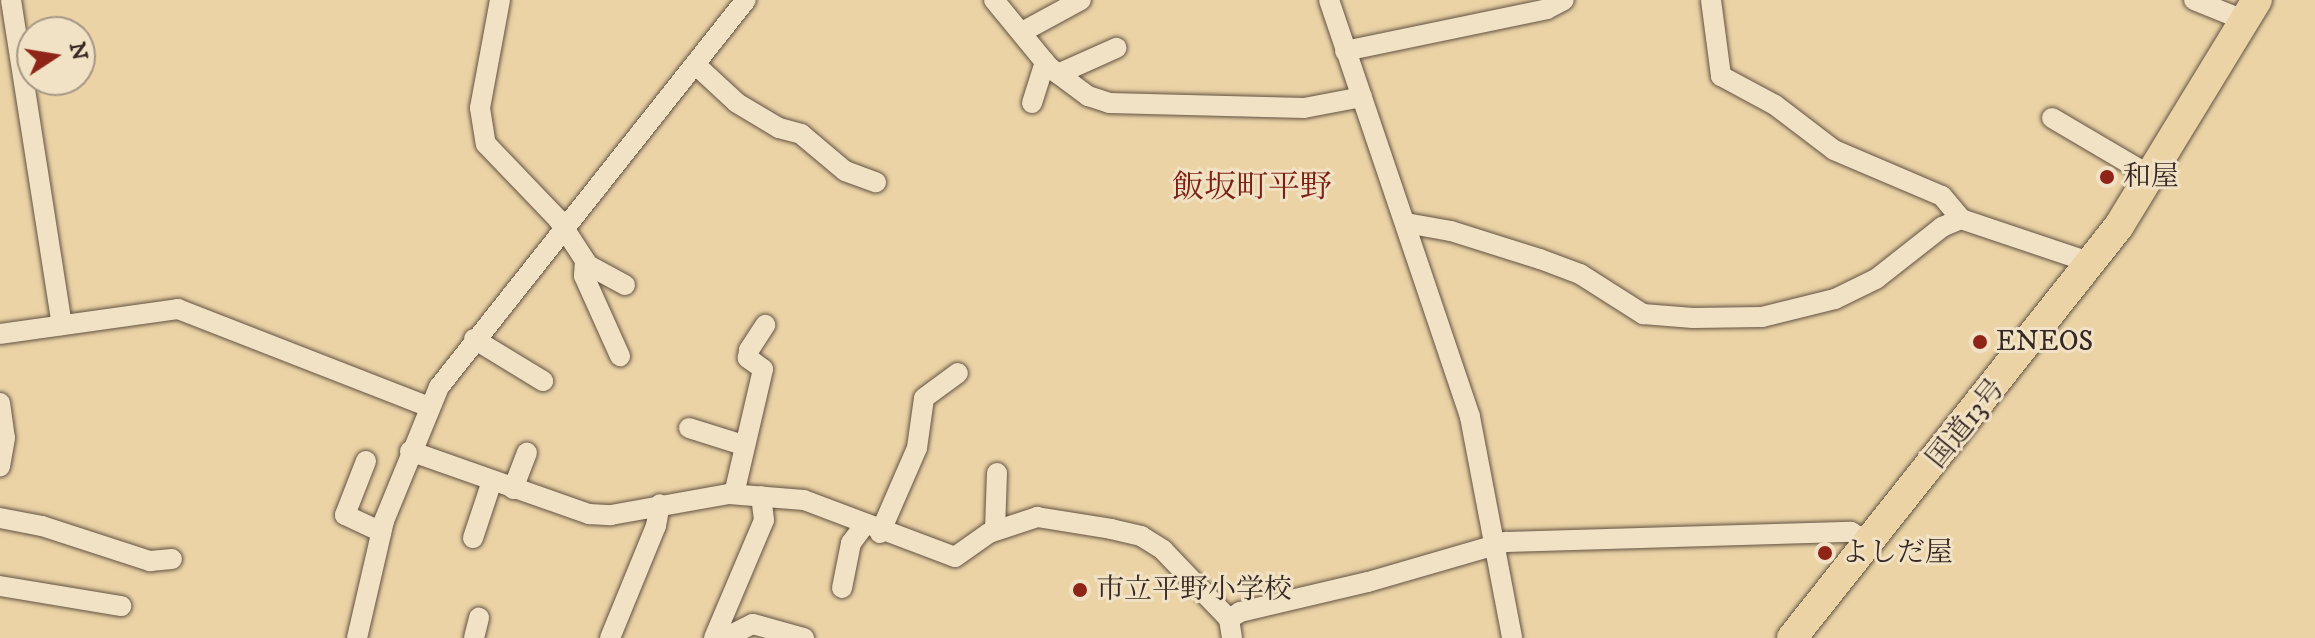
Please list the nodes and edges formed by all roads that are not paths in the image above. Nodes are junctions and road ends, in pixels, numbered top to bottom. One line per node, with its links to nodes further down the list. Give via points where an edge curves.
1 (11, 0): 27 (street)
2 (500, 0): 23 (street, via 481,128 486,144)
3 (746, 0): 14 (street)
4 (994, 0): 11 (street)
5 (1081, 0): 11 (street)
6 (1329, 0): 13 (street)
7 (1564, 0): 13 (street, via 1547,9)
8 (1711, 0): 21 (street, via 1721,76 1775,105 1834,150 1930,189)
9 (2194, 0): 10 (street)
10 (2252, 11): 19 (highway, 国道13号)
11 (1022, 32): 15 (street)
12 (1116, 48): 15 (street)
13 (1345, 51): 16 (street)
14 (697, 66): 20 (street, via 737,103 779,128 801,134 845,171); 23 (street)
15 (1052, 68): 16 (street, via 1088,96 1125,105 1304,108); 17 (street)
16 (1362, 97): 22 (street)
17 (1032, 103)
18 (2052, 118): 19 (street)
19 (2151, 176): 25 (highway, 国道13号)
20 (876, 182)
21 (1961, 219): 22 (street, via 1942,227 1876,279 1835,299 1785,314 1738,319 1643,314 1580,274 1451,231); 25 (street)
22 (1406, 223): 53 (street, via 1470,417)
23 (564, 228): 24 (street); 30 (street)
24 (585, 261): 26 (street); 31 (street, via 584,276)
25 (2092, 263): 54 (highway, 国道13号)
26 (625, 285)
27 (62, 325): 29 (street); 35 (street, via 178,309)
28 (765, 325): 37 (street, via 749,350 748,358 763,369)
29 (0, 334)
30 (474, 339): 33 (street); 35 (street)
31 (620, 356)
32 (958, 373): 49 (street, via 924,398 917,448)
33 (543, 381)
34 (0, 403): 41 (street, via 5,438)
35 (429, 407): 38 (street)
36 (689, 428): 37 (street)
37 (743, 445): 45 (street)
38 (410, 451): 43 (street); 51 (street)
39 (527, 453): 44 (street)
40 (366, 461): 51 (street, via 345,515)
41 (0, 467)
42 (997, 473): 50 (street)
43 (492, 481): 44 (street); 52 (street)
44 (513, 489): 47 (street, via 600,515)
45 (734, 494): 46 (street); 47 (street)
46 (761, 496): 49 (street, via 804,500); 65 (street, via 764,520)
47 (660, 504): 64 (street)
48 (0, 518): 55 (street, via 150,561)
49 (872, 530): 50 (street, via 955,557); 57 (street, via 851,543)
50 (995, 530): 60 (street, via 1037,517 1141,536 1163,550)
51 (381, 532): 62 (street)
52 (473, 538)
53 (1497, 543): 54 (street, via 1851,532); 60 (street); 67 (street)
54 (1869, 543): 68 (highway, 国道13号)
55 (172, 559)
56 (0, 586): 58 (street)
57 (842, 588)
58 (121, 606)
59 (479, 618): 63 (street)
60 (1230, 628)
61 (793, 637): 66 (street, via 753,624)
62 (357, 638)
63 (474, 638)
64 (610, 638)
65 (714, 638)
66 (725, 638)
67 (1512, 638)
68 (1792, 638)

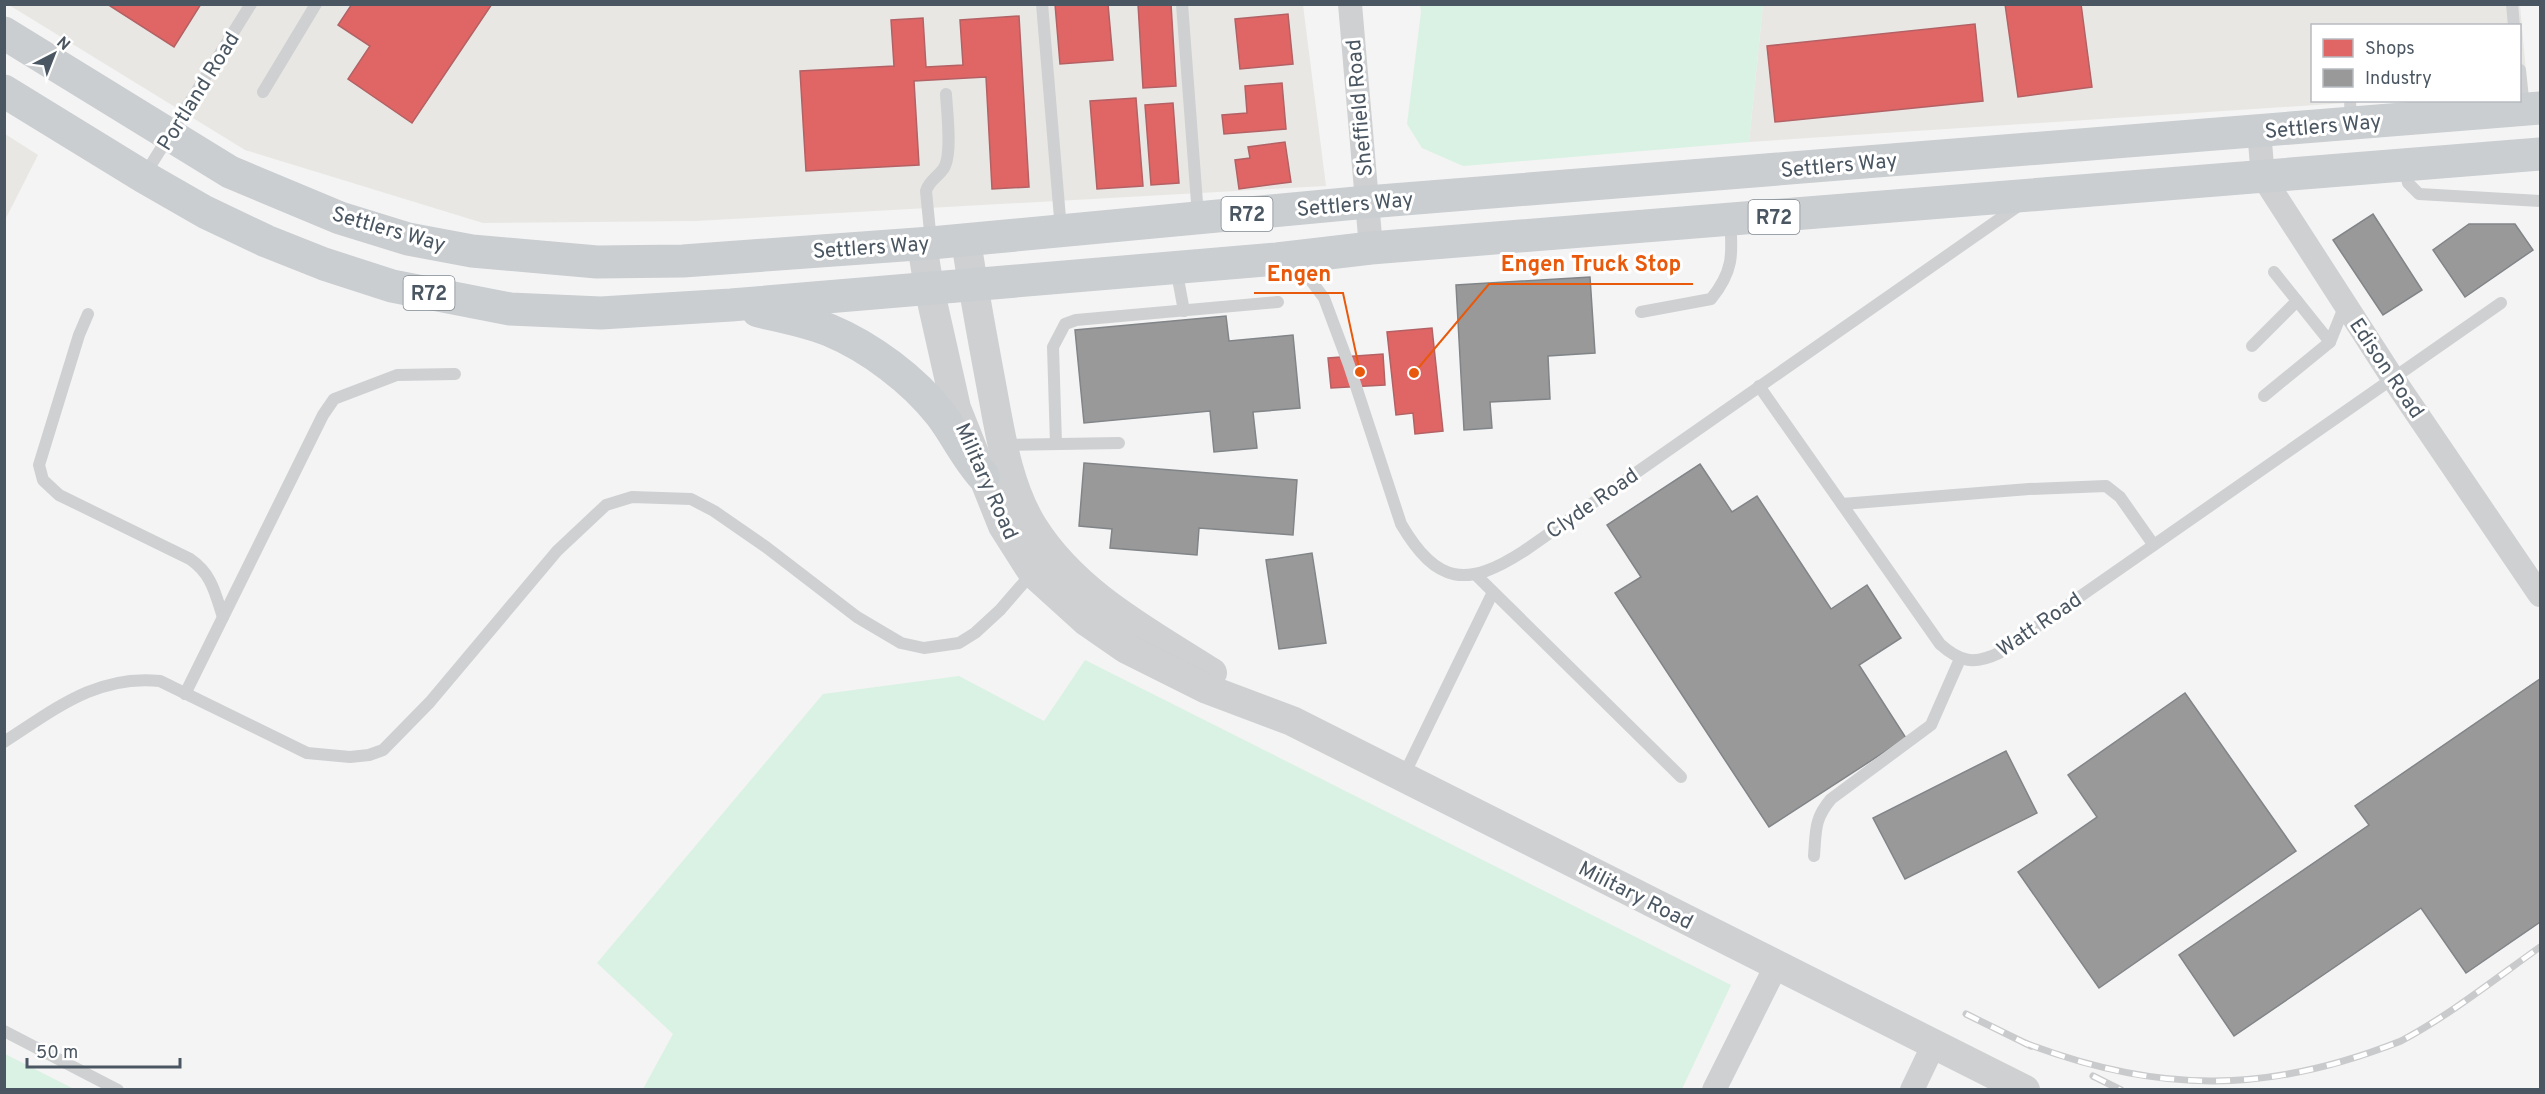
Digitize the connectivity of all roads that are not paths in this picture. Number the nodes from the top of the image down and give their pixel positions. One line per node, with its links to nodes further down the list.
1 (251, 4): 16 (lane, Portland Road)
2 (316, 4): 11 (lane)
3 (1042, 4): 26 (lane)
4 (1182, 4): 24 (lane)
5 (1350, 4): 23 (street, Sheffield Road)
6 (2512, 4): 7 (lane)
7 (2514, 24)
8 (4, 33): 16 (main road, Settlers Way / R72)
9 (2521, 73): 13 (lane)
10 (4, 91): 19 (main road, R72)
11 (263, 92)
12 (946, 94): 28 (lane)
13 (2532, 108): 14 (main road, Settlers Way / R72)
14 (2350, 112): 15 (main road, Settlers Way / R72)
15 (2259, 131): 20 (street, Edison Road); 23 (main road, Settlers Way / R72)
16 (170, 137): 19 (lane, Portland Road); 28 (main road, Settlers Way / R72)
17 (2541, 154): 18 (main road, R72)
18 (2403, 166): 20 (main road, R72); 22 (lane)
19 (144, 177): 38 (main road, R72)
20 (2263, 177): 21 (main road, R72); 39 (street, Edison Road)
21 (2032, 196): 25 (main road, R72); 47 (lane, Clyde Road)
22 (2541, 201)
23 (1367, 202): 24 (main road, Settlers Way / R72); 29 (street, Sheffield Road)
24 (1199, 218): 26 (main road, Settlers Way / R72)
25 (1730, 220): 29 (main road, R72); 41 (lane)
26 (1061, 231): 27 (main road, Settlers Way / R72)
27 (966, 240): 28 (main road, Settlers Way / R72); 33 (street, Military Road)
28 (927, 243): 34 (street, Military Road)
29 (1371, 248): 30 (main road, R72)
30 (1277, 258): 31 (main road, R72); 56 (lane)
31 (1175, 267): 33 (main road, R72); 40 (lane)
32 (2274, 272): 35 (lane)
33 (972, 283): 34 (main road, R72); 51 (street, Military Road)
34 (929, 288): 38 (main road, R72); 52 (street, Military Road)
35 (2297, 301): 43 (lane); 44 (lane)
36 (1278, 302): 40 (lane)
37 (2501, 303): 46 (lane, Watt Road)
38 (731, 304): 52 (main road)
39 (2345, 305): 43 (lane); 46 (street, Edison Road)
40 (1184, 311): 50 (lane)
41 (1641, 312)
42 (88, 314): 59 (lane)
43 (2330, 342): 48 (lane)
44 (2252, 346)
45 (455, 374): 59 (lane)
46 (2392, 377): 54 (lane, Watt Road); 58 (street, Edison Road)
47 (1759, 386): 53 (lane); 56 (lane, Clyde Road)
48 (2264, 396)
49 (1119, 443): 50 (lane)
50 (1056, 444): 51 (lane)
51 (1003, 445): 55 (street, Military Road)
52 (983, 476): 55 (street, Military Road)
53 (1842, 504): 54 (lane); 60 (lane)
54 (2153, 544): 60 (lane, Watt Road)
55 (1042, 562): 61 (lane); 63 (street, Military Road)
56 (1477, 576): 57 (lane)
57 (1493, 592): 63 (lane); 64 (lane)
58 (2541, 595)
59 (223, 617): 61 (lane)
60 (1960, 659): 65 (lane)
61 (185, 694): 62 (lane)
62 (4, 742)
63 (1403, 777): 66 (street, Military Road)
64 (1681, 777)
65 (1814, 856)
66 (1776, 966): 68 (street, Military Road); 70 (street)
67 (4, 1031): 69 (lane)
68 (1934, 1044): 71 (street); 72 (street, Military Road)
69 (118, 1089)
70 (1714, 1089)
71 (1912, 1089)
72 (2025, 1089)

§

**Task goal:** Among the lines above, return those that contain the string "further".

**Solved problem:**
Please list the nodes and edges formed by all roads that are not paths in the image above. Nodes are junctions and road ends, in pixels, numbered top to bottom. One line per node, with its links to nodes further down the list. Give via points where an edge curves.
Digitize the connectivity of all roads that are not paths in this picture. Number the nodes from the top of the image down and give their pixel positions. One line per node, with its links to nodes further down the list.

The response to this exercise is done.